→ TASK ITEM: The entries that follow should be repeated exactly, with no pictures kept.

LISTED ENTRIES Block Start

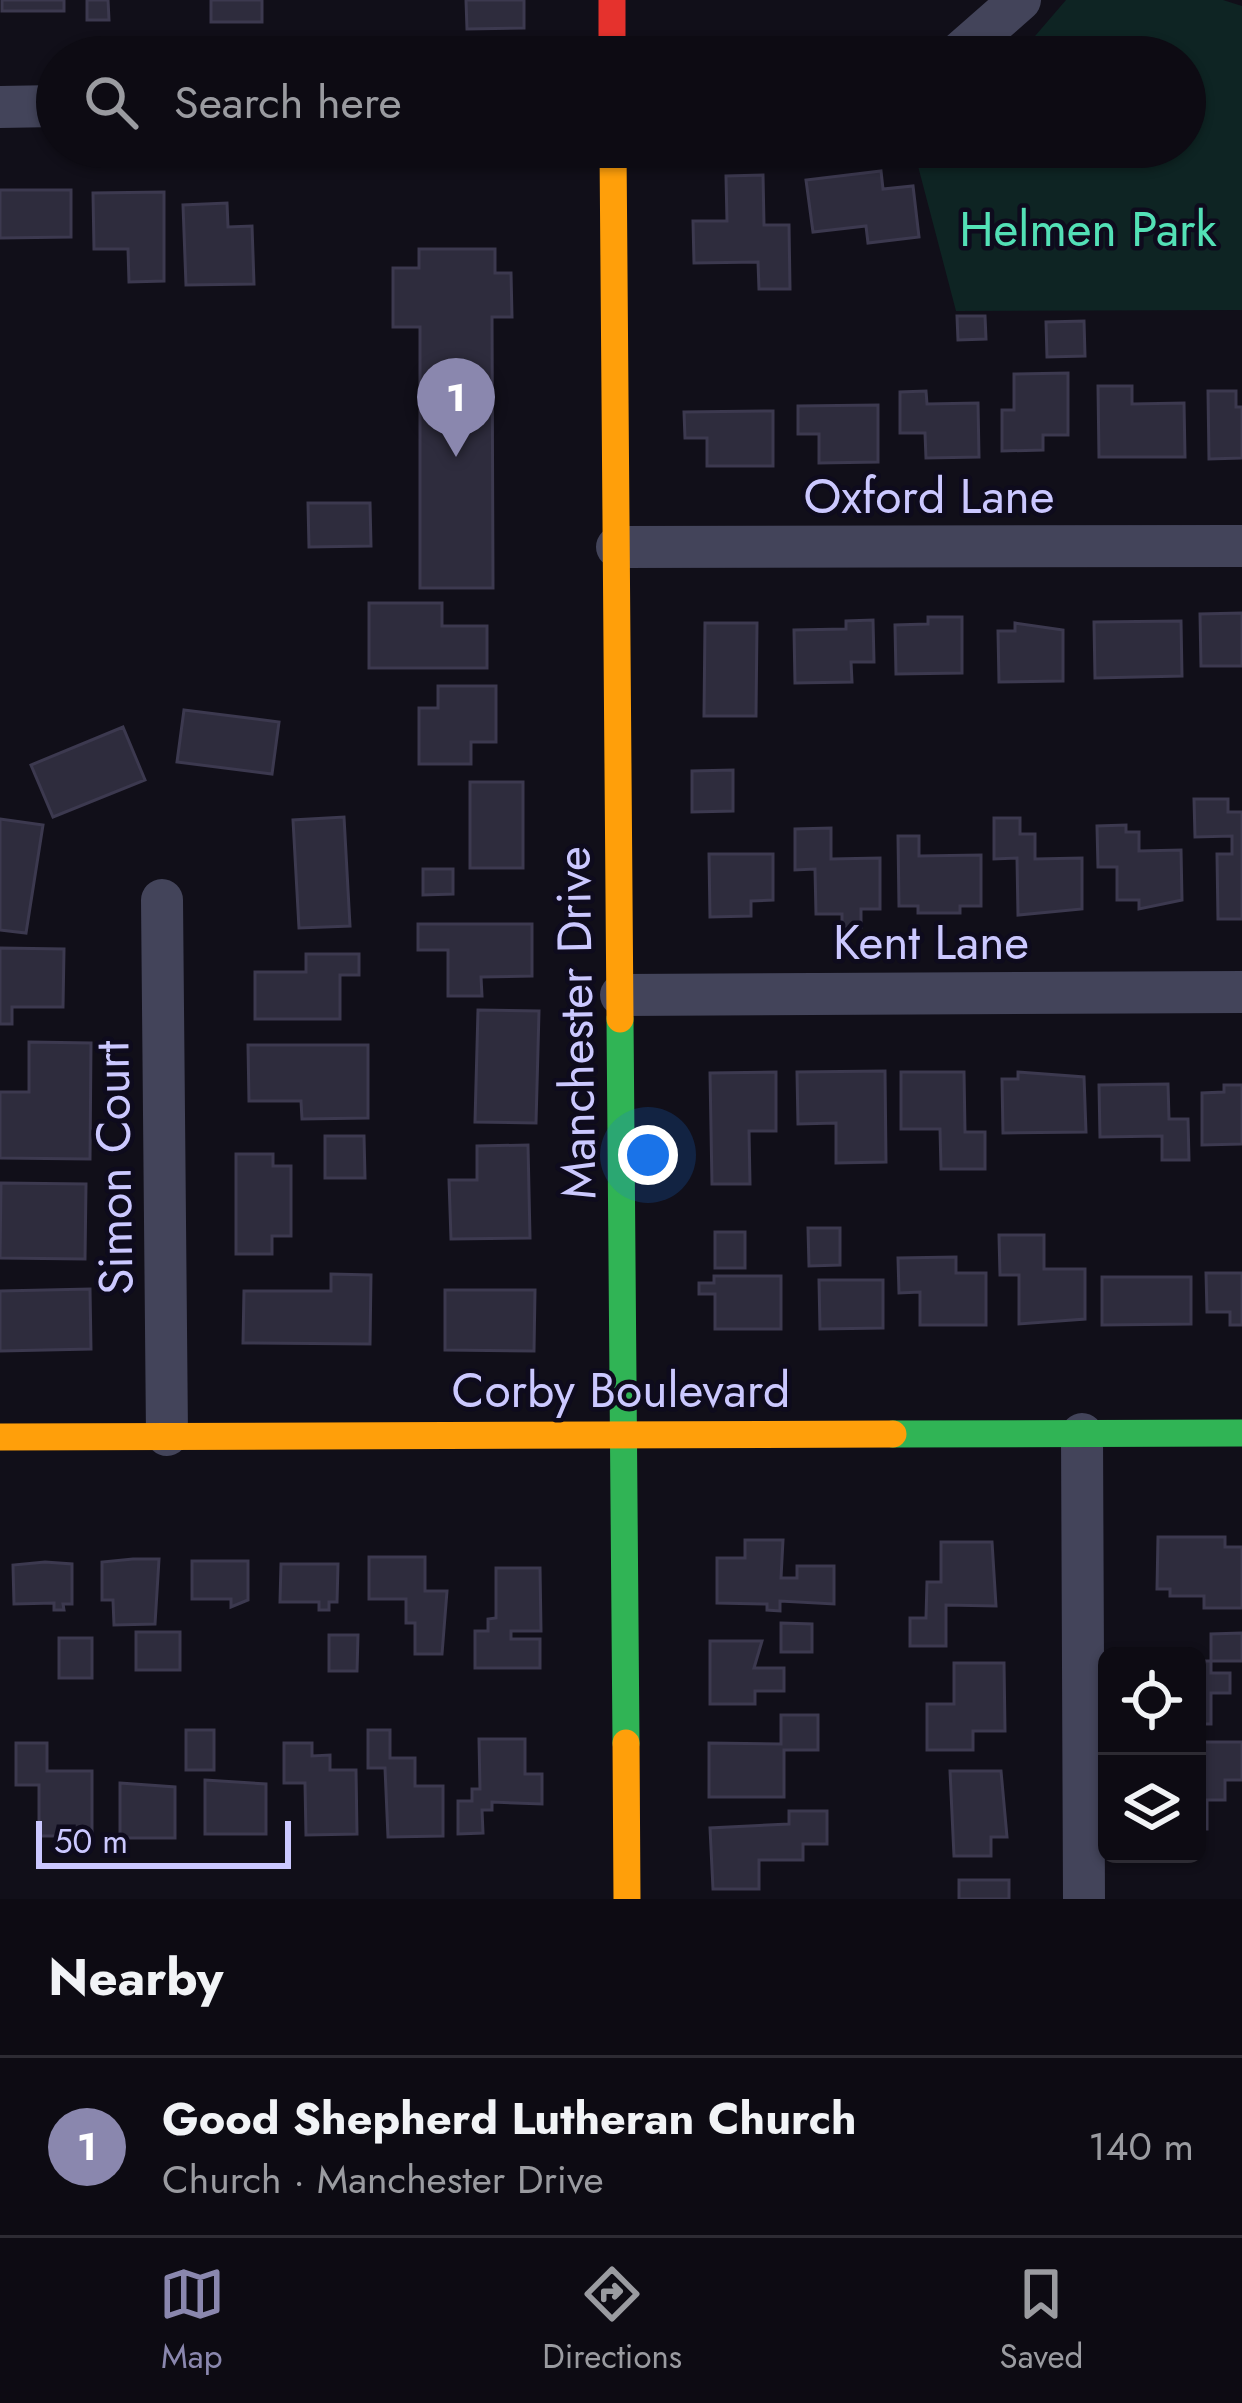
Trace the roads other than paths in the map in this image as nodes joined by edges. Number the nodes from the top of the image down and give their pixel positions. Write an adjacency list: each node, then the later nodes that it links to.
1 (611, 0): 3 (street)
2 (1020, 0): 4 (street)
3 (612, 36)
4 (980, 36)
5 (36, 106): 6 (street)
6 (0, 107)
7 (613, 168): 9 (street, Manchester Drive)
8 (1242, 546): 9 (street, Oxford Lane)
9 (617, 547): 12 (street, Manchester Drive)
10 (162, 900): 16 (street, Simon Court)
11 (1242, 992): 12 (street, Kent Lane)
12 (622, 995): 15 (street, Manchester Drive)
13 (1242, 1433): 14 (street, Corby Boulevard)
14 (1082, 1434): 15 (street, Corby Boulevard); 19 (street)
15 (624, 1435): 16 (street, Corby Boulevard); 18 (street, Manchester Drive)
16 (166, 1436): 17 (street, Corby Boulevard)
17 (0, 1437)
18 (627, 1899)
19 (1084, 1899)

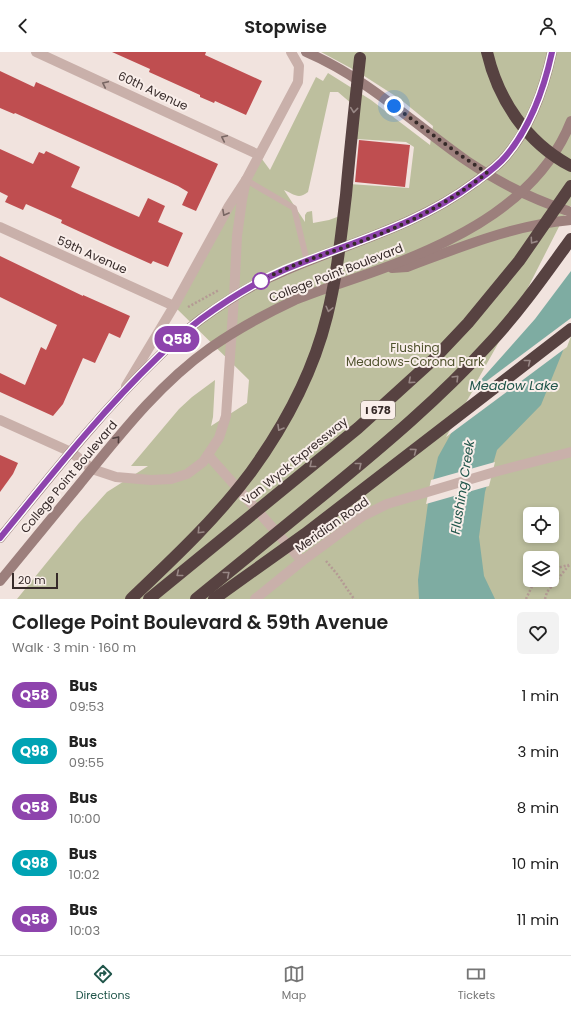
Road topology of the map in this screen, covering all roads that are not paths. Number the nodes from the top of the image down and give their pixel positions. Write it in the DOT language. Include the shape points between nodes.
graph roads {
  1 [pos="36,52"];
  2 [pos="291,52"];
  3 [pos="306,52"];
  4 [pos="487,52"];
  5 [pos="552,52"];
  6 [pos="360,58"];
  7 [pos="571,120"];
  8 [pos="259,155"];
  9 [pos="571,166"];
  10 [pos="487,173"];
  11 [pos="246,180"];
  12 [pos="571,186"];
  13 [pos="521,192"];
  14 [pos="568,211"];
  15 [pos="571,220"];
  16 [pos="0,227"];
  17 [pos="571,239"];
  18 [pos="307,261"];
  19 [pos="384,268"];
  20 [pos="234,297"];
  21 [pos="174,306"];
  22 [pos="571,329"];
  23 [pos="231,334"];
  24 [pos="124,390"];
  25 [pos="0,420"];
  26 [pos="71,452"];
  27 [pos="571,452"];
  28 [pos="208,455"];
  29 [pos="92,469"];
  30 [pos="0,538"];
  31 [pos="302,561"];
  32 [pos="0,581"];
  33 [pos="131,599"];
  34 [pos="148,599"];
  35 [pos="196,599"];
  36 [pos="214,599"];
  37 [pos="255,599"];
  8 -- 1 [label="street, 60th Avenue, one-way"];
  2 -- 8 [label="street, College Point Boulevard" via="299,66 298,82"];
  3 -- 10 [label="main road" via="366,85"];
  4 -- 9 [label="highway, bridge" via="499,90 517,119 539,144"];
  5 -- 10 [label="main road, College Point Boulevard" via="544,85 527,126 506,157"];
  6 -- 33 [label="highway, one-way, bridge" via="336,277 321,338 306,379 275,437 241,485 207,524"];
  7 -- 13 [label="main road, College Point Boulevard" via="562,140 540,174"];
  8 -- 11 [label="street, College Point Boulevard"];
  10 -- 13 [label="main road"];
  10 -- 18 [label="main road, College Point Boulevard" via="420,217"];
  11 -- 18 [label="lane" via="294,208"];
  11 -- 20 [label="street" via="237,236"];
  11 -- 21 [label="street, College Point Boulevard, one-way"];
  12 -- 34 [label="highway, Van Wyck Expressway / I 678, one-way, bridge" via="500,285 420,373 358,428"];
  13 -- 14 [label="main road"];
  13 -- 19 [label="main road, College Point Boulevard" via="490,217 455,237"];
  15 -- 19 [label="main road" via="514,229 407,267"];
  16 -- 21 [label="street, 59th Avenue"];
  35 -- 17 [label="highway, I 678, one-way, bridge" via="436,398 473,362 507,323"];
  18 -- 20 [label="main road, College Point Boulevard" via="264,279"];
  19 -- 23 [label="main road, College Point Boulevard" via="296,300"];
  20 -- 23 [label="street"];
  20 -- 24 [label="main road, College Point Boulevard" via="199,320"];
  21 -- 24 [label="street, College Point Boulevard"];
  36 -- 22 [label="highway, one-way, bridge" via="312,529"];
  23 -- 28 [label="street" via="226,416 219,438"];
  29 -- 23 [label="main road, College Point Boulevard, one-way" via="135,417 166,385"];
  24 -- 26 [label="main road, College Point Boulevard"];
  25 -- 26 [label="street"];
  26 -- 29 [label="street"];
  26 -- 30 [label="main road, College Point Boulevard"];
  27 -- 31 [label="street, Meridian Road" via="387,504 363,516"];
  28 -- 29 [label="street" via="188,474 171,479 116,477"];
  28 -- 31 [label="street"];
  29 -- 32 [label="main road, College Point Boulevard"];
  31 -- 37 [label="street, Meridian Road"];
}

LISTED ENTRIES Block End

→ ANSWER FOR THIS EXERCISE:
Trace the roads other than paths in the map in this image as nodes joined by edges. Number the nodes from the top of the image down and give their pixel positions. Write an adjacency list: each node, then the later nodes that it links to.
1 (611, 0): 3 (street)
2 (1020, 0): 4 (street)
3 (612, 36)
4 (980, 36)
5 (36, 106): 6 (street)
6 (0, 107)
7 (613, 168): 9 (street, Manchester Drive)
8 (1242, 546): 9 (street, Oxford Lane)
9 (617, 547): 12 (street, Manchester Drive)
10 (162, 900): 16 (street, Simon Court)
11 (1242, 992): 12 (street, Kent Lane)
12 (622, 995): 15 (street, Manchester Drive)
13 (1242, 1433): 14 (street, Corby Boulevard)
14 (1082, 1434): 15 (street, Corby Boulevard); 19 (street)
15 (624, 1435): 16 (street, Corby Boulevard); 18 (street, Manchester Drive)
16 (166, 1436): 17 (street, Corby Boulevard)
17 (0, 1437)
18 (627, 1899)
19 (1084, 1899)

Road topology of the map in this screen, covering all roads that are not paths. Number the nodes from the top of the image down and give their pixel positions. Write it in the DOT language. Include the shape points between nodes.
graph roads {
  1 [pos="36,52"];
  2 [pos="291,52"];
  3 [pos="306,52"];
  4 [pos="487,52"];
  5 [pos="552,52"];
  6 [pos="360,58"];
  7 [pos="571,120"];
  8 [pos="259,155"];
  9 [pos="571,166"];
  10 [pos="487,173"];
  11 [pos="246,180"];
  12 [pos="571,186"];
  13 [pos="521,192"];
  14 [pos="568,211"];
  15 [pos="571,220"];
  16 [pos="0,227"];
  17 [pos="571,239"];
  18 [pos="307,261"];
  19 [pos="384,268"];
  20 [pos="234,297"];
  21 [pos="174,306"];
  22 [pos="571,329"];
  23 [pos="231,334"];
  24 [pos="124,390"];
  25 [pos="0,420"];
  26 [pos="71,452"];
  27 [pos="571,452"];
  28 [pos="208,455"];
  29 [pos="92,469"];
  30 [pos="0,538"];
  31 [pos="302,561"];
  32 [pos="0,581"];
  33 [pos="131,599"];
  34 [pos="148,599"];
  35 [pos="196,599"];
  36 [pos="214,599"];
  37 [pos="255,599"];
  8 -- 1 [label="street, 60th Avenue, one-way"];
  2 -- 8 [label="street, College Point Boulevard" via="299,66 298,82"];
  3 -- 10 [label="main road" via="366,85"];
  4 -- 9 [label="highway, bridge" via="499,90 517,119 539,144"];
  5 -- 10 [label="main road, College Point Boulevard" via="544,85 527,126 506,157"];
  6 -- 33 [label="highway, one-way, bridge" via="336,277 321,338 306,379 275,437 241,485 207,524"];
  7 -- 13 [label="main road, College Point Boulevard" via="562,140 540,174"];
  8 -- 11 [label="street, College Point Boulevard"];
  10 -- 13 [label="main road"];
  10 -- 18 [label="main road, College Point Boulevard" via="420,217"];
  11 -- 18 [label="lane" via="294,208"];
  11 -- 20 [label="street" via="237,236"];
  11 -- 21 [label="street, College Point Boulevard, one-way"];
  12 -- 34 [label="highway, Van Wyck Expressway / I 678, one-way, bridge" via="500,285 420,373 358,428"];
  13 -- 14 [label="main road"];
  13 -- 19 [label="main road, College Point Boulevard" via="490,217 455,237"];
  15 -- 19 [label="main road" via="514,229 407,267"];
  16 -- 21 [label="street, 59th Avenue"];
  35 -- 17 [label="highway, I 678, one-way, bridge" via="436,398 473,362 507,323"];
  18 -- 20 [label="main road, College Point Boulevard" via="264,279"];
  19 -- 23 [label="main road, College Point Boulevard" via="296,300"];
  20 -- 23 [label="street"];
  20 -- 24 [label="main road, College Point Boulevard" via="199,320"];
  21 -- 24 [label="street, College Point Boulevard"];
  36 -- 22 [label="highway, one-way, bridge" via="312,529"];
  23 -- 28 [label="street" via="226,416 219,438"];
  29 -- 23 [label="main road, College Point Boulevard, one-way" via="135,417 166,385"];
  24 -- 26 [label="main road, College Point Boulevard"];
  25 -- 26 [label="street"];
  26 -- 29 [label="street"];
  26 -- 30 [label="main road, College Point Boulevard"];
  27 -- 31 [label="street, Meridian Road" via="387,504 363,516"];
  28 -- 29 [label="street" via="188,474 171,479 116,477"];
  28 -- 31 [label="street"];
  29 -- 32 [label="main road, College Point Boulevard"];
  31 -- 37 [label="street, Meridian Road"];
}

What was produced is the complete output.